Após proferir seu voto por mais de 2h, o relator do processo de impeachment do governador afastado Wilson Witzel (PSC), o deputado estadual Waldeck Carneiro (PT), decidiu acatar o pedido da acusação e votou a favor do impeachment do gestor eleito em 2018. A sessão ocorre desde a manhã desta sexta-feira (30).

Julgado pelo Tribunal Especial Misto, o processo contra Witzel está em sua última etapa. O governador afastado é investigado por crime de responsabilidade por supostas fraudes na compra de equipamentos e celebração de contratos durante a pandemia de Covid-19.

Ao longo de seu voto, Waldeck entendeu que Witzel cometeu crime de responsabilidade ao promover a requalificação da OS Unir Saúde, contrariando pareceres técnicos do governo.

– Em relação à acusação de crime de responsabilidade relativo ao ato de requalificação da OSS Unir Saúde, considero que a pretensão acusatória é procedente, tendo em vista que tal ato, por parte do réu, contribuiu diretamente para proteger interesses privados, mesquinhos e ilegítimos, em detrimento do elevado interesse público – destacou Waldeck.

O parlamentar também declarou que Witzel cometeu crime em relação à contratação da OS Iabas para a construção e operação de sete hospitais de campanha durante a pandemia de Covid-19, Waldeck apontou que Witzel comandou direta ou indiretamente o processo. Das sete unidades de saúde projetadas, apenas uma chegou a funcionar, a do Maracanã.

– Não resta qualquer dúvida que o réu, ao lado do [presidente nacional do PSC] Pastor Everaldo, tendo como operadores executivos [o ex-secretário de Saúde] Edmar Santos e, por dois meses, [o ex-subsecretário de Saúde] Gabriell Neves, estruturou o esquema para destinar parcela significativa da pasta da Saúde estadual para a efetivação de uma contratação temerária, mas aparentemente tentadora, em face do estratosférico valor do contrato – disse.

Deputado estadual Waldeck Carneiro Foto: Reprodução

O relator ainda classificou as ações do governador afastado como “omissivas”.

– A atitude do réu, ao se esquivar do exercício de sua função de dirigente executivo máximo do estado do Rio de Janeiro, em nítida ação omissiva, contribuiu diretamente para as maquinações delituosas de um dos grupos econômicos que disputavam, por meio do aliciamento criminoso de agentes públicos e do pagamento de vantagens indevidas, os contratos da Secretaria de Estado de Saúde – apontou.

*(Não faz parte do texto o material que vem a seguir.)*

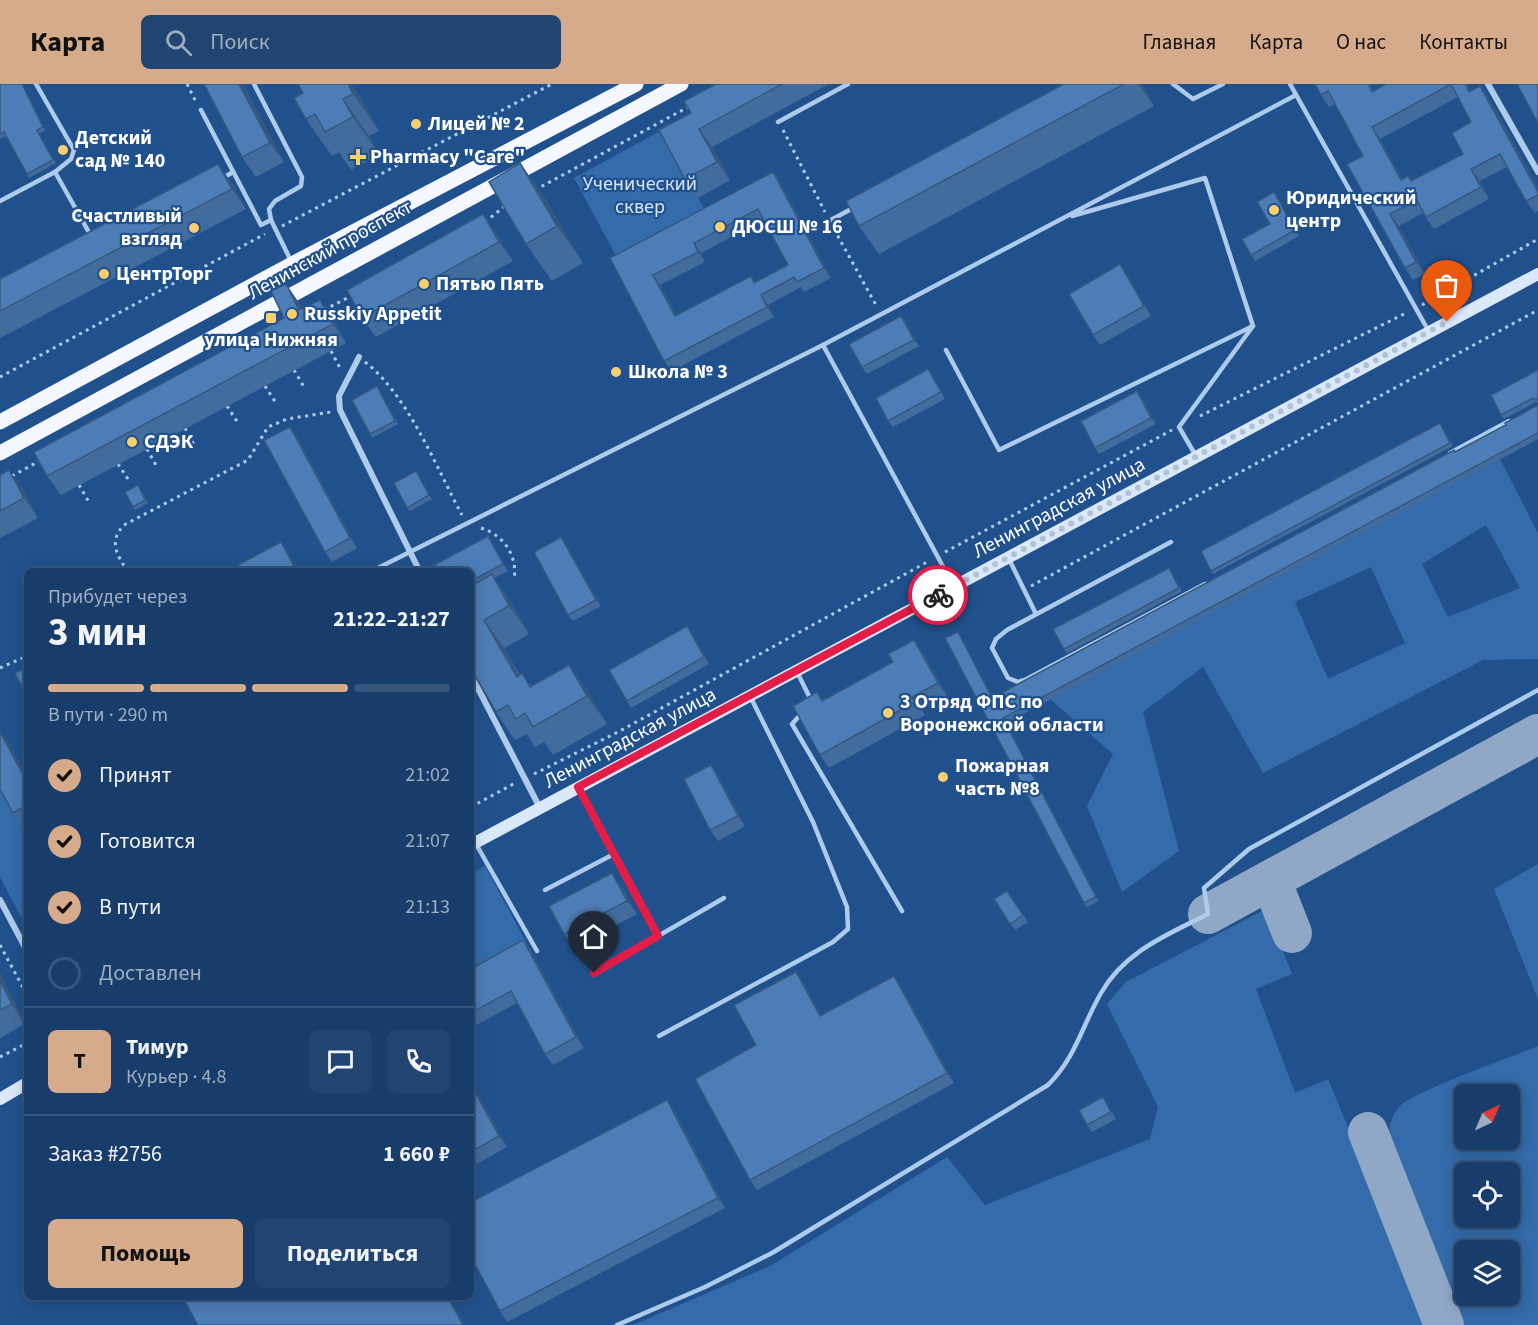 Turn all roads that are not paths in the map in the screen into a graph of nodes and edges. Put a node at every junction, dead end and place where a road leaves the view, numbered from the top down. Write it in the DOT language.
graph roads {
  1 [pos="36,84"];
  2 [pos="254,84"];
  3 [pos="681,84"];
  4 [pos="848,84"];
  5 [pos="1173,84"];
  6 [pos="1223,84"];
  7 [pos="1290,84"];
  8 [pos="1488,84"];
  9 [pos="632,85"];
  10 [pos="1296,95"];
  11 [pos="201,110"];
  12 [pos="778,123"];
  13 [pos="55,171"];
  14 [pos="233,172"];
  15 [pos="1538,172"];
  16 [pos="214,183"];
  17 [pos="0,201"];
  18 [pos="860,204"];
  19 [pos="1063,218"];
  20 [pos="271,220"];
  21 [pos="830,220"];
  22 [pos="96,246"];
  23 [pos="292,264"];
  24 [pos="1538,274"];
  25 [pos="1253,326"];
  26 [pos="1429,332"];
  27 [pos="823,345"];
  28 [pos="946,350"];
  29 [pos="359,357"];
  30 [pos="1520,415"];
  31 [pos="0,422"];
  32 [pos="0,453"];
  33 [pos="1447,455"];
  34 [pos="1196,457"];
  35 [pos="1171,542"];
  36 [pos="410,551"];
  37 [pos="1008,557"];
  38 [pos="378,568"];
  39 [pos="418,568"];
  40 [pos="1215,579"];
  41 [pos="954,586"];
  42 [pos="1036,614"];
  43 [pos="797,670"];
  44 [pos="474,681"];
  45 [pos="1538,690"];
  46 [pos="750,696"];
  47 [pos="578,787"];
  48 [pos="540,808"];
  49 [pos="474,843"];
  50 [pos="474,846"];
  51 [pos="614,854"];
  52 [pos="545,890"];
  53 [pos="724,898"];
  54 [pos="0,900"];
  55 [pos="902,910"];
  56 [pos="658,936"];
  57 [pos="24,945"];
  58 [pos="537,951"];
  59 [pos="594,973"];
  60 [pos="659,1036"];
  61 [pos="24,1085"];
  62 [pos="0,1099"];
  63 [pos="617,1325"];
  1 -- 13 [label="lane"];
  2 -- 20 [label="lane"];
  3 -- 32 [label="main road, Ленинский проспект"];
  4 -- 12 [label="lane"];
  5 -- 6 [label="lane"];
  7 -- 10 [label="lane"];
  8 -- 15 [label="street"];
  9 -- 23 [label="main road, Ленинский проспект"];
  10 -- 19 [label="lane"];
  10 -- 26 [label="lane"];
  11 -- 14 [label="lane"];
  13 -- 17 [label="lane"];
  13 -- 22 [label="lane"];
  14 -- 16 [label="lane"];
  14 -- 20 [label="lane"];
  18 -- 21 [label="lane"];
  19 -- 25 [label="lane"];
  19 -- 27 [label="lane"];
  20 -- 23 [label="lane"];
  23 -- 31 [label="main road, Ленинский проспект"];
  24 -- 26 [label="main road, Ленинградская улица"];
  25 -- 28 [label="lane"];
  25 -- 34 [label="lane"];
  26 -- 34 [label="main road, Ленинградская улица"];
  27 -- 36 [label="lane"];
  27 -- 41 [label="lane"];
  29 -- 36 [label="street"];
  30 -- 33 [label="lane"];
  34 -- 37 [label="main road, Ленинградская улица"];
  35 -- 42 [label="lane"];
  36 -- 38 [label="lane"];
  36 -- 39 [label="street"];
  37 -- 41 [label="main road, Ленинградская улица"];
  37 -- 42 [label="lane"];
  40 -- 42 [label="lane"];
  41 -- 43 [label="main road, Ленинградская улица"];
  43 -- 46 [label="main road, Ленинградская улица"];
  43 -- 55 [label="lane"];
  44 -- 48 [label="street"];
  45 -- 63 [label="lane"];
  46 -- 47 [label="main road, Ленинградская улица"];
  46 -- 60 [label="lane"];
  47 -- 48 [label="main road, Ленинградская улица"];
  47 -- 51 [label="lane"];
  48 -- 49 [label="main road, Ленинградская улица"];
  50 -- 58 [label="lane"];
  51 -- 52 [label="lane"];
  51 -- 56 [label="lane"];
  53 -- 56 [label="lane"];
  54 -- 57 [label="street"];
  56 -- 59 [label="lane"];
  61 -- 62 [label="main road"];
}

O deputado também lembrou que o “o agente deve respeitar os ditames legais e praticar atos fincados na probidade e na moralidade”.

O julgamento segue com os votos dos outros nove membros do Tribunal Especial Misto (TEM). Caso sete deles decidam pelo impeachment do governador, ele será definitivamente retirado do cargo.